Jakarta, portal nasional – Cucu Wakil Presiden Pertama RI, Gustika Jusuf-Hatta, menjadi sorotan publik terkait kritiknya terhadap pemerintah saat menghadiri acara peringatan 80 tahun kemerdekaan Republik Indonesia di Istana Merdeka.

Gustika mengungkapkan bahwa di hari kemerdekaan tahun ini, rasa syukurnya bercampur dengan keprihatinan atas luka HAM yang belum tertutup.

Jujur tidak sampai hati merayakan hari kemerdekaan Indonesia ke-80 tanpa rasa iba dengan peristiwa demi peristiwa yang mengkhianati nilai kemanusiaan yang datang bertubi-tubi seperti kekerasan aparat yang baru saja mengorbankan jiwa di kabupaten pati

Sikap “kabung” (sedih) Gustika ia simbolkan dengan mengenakan kebaya hitam yang dipadukan dengan batik Slobok.

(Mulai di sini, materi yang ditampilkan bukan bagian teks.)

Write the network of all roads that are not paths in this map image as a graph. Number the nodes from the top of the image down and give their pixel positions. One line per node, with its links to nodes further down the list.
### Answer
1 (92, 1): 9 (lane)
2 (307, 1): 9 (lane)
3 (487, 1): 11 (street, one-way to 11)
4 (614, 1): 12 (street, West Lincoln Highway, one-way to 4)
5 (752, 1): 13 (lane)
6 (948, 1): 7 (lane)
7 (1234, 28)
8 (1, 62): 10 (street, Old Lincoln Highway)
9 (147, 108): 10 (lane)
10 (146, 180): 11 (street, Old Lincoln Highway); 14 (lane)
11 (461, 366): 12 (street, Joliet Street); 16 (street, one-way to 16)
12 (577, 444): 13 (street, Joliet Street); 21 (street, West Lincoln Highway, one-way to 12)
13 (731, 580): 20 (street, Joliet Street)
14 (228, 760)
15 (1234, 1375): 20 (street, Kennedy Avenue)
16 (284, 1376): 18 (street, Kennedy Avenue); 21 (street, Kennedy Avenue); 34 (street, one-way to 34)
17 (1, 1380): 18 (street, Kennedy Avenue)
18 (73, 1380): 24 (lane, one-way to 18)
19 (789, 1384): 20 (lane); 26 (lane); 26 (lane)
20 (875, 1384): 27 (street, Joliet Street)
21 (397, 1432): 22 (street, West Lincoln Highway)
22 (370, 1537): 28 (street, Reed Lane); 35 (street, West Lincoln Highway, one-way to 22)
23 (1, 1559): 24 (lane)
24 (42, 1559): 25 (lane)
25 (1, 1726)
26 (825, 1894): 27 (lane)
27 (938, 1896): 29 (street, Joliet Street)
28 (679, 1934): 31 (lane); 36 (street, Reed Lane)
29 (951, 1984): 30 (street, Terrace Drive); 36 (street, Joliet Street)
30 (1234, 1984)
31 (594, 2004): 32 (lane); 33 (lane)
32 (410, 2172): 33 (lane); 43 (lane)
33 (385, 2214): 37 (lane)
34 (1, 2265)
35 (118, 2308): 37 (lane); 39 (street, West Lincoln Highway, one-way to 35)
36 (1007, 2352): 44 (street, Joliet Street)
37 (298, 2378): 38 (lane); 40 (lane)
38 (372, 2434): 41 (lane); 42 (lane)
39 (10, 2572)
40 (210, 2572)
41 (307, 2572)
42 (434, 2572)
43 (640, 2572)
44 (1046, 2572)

Kain Slobok dalam tradisi Jawa kerap dikenakan saat prosesi pemakaman sebagai simbol pelepasan dan doa bagi orang yang sudah meninggal.

Meski penuh kritik, Cucu Bung Hatta menegaskan bahwa sikap “kabung” yang ia simbolkan dengan kain slobok bukanlah tanda keputusasaan, melainkan cara untuk tetap jujur menatap sejarah.

Berkabung adalah jeda untuk memelihara ingatan dan menagih hak rakyat serta janji-janji konstitusi.